The stars were a bright blanket against the black velvet that was the few, last hours of darkness. His second in command, a m
an nearly as wide as he was tall and solid as a bull, approached him from behind and peered into the night, studying one last time the expanse of field that was all that separated the village from their waiting army. Odgar’s beard was a ruddy red, thick and cut square across the bottom. He ran clawed fingers through it now.
“Are they in place?” was all Tor asked of his commander.
He’d ransomed a lifetime of profit, several generations of resource, and more than a few friendships to establish the infantry that was at this very moment assembling in the blanket of forest beyond the Ravan dynasty. He’d called on every favor, coerced, bribed, manipulated—all for this one day. All of Tor’s awful ambition was poured into this one moment. It was an immense sacrifice, but it didn’t matter. All would be set right at the break of dawn. Revenge would finally be his.

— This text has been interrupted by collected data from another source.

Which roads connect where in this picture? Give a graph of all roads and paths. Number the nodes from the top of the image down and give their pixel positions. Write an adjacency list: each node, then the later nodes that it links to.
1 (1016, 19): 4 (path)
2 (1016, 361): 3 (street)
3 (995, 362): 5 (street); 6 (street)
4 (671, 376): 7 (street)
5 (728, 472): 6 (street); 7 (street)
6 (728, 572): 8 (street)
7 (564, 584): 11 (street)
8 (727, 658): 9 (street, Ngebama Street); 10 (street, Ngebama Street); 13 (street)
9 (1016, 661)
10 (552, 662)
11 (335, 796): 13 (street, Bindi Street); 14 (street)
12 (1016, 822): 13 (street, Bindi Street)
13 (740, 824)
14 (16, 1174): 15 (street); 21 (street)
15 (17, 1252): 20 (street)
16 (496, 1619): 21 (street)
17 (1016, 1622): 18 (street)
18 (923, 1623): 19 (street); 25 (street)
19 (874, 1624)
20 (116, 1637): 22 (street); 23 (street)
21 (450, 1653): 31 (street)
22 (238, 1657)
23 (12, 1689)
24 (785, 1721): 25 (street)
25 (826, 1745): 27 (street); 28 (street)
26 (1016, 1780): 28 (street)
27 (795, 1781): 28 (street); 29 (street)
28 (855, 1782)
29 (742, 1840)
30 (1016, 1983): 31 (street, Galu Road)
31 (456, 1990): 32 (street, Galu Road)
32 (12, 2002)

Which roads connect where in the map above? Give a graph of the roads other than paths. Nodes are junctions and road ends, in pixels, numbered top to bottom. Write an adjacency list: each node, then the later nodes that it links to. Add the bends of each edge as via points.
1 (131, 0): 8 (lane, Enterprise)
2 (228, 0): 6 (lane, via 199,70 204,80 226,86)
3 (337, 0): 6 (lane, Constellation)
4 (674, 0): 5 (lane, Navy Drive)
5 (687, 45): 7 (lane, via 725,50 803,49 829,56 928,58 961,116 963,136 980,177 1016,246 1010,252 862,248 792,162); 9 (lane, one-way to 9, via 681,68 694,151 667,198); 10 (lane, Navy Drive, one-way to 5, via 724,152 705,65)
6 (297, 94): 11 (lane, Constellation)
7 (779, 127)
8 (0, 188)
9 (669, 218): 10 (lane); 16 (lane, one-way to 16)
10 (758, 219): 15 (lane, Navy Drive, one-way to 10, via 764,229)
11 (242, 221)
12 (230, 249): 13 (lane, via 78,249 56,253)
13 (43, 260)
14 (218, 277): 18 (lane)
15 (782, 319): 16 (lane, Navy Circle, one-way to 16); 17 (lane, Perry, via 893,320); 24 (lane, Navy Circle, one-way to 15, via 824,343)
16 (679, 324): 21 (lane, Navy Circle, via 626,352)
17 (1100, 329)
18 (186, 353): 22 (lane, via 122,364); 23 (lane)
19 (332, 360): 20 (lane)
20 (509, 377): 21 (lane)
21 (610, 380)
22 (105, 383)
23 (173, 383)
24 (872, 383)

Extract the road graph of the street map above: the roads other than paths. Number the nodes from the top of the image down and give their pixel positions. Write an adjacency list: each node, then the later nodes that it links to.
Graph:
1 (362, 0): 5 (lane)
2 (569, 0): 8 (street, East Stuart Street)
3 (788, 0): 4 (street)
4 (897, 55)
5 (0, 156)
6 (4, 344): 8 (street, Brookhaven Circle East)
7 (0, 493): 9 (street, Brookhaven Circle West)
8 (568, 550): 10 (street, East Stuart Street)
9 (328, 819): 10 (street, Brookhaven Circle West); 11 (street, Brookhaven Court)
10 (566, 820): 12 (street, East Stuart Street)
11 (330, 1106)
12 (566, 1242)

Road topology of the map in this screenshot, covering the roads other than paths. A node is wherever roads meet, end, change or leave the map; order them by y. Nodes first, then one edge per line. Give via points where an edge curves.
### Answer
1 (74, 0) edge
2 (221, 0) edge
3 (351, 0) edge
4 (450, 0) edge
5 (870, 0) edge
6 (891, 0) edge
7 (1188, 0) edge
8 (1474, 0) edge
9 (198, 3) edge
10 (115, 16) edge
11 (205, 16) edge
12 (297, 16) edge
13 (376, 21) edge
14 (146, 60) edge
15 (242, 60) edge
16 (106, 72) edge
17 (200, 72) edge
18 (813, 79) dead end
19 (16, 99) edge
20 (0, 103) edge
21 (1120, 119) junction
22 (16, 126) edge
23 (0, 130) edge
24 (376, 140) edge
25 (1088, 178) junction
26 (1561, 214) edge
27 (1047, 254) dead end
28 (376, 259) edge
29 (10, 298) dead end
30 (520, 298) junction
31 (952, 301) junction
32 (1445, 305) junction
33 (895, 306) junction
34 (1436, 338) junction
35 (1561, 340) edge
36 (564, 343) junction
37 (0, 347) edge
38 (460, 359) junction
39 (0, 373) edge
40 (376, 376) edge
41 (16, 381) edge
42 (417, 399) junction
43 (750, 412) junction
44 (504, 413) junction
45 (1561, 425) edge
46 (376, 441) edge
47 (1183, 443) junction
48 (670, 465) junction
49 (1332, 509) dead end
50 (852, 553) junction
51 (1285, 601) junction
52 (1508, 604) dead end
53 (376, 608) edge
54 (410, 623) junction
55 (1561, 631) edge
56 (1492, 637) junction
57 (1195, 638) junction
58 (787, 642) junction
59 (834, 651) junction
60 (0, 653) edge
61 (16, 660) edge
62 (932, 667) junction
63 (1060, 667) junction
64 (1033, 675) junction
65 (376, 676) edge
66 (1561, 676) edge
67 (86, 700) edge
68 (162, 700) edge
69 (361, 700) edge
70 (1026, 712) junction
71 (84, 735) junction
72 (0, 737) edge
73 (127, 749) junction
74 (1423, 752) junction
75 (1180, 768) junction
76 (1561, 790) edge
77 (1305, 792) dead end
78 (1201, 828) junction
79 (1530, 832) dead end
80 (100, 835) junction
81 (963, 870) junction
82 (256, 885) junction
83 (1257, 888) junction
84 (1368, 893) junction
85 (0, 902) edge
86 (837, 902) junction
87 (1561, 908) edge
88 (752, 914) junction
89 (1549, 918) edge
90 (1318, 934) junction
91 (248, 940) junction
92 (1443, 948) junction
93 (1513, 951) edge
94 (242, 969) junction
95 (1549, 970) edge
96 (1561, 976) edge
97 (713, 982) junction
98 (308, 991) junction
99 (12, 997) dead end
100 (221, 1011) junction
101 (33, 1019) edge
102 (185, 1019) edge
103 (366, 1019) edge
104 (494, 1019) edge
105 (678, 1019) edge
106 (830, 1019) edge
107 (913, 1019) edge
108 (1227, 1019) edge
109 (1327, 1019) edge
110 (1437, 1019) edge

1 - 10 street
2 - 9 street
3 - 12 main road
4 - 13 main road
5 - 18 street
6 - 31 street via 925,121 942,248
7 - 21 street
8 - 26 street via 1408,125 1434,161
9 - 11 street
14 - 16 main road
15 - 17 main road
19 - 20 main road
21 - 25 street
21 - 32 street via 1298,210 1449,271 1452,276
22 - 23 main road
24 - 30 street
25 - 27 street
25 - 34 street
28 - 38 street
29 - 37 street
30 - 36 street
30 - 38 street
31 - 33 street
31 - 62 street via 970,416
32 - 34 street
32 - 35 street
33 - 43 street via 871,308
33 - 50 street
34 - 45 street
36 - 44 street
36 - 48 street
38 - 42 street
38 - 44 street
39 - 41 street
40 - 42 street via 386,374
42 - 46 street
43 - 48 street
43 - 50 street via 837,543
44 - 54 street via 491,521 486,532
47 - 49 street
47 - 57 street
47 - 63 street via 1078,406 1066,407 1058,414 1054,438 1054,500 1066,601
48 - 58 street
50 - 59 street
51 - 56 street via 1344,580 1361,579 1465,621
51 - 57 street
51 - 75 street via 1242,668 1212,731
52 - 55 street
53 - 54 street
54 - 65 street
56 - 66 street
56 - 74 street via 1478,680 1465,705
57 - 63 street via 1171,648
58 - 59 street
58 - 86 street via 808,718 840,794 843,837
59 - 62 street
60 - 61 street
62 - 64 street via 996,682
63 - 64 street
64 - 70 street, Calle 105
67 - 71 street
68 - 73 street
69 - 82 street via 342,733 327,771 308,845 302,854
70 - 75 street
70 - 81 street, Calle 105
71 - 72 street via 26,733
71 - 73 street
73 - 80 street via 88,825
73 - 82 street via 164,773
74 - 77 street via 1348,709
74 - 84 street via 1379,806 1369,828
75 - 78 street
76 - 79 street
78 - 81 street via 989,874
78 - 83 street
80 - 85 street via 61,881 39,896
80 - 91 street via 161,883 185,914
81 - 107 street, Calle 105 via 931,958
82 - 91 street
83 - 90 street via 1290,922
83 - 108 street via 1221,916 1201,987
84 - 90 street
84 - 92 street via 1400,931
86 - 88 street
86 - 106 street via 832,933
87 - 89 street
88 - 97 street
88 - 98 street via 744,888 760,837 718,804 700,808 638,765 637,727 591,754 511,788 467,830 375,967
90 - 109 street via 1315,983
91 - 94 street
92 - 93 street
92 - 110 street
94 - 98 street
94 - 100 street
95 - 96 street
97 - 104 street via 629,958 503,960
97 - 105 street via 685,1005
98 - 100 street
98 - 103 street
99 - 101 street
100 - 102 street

“They will be in place within the hour, my Lord. It’s been a long night. I worry that fatigue could be a factor. We’ve driven them hard.” Odgar rested his hand upon the hilt of his sword, his eyes shining even in the darkness.
“It isn’t an issue. We have the element of surprise, and…” he shrugged, “…we outnumber his forces by nearly half.”
Gathering ranks in the woods behind him, their numbers swelled to nearly seven hundred. And although the population of Ravan’s Dynasty had grown to almost five thousand, of these only about three thousand inhabited the immediate township, and of these, only four hundred or so were suited defenders—soldiers who could and would readily fight at Ravan’s side at any given moment.
Ravan’s army was a substantial enough force and would ordinarily be perfectly sufficient to ensure safety of the township and discourage an attempt at an overthrow, ordinarily…except perhaps when confronted with the insane, revenge campaign intended by Tor today. Truthfully, the Norseman cared not if his own army fell, if every last one of them died. It didn’t matter at all, not as long as Ravan was taken down with them. His army was paid in advance. Let death serve them if it chose.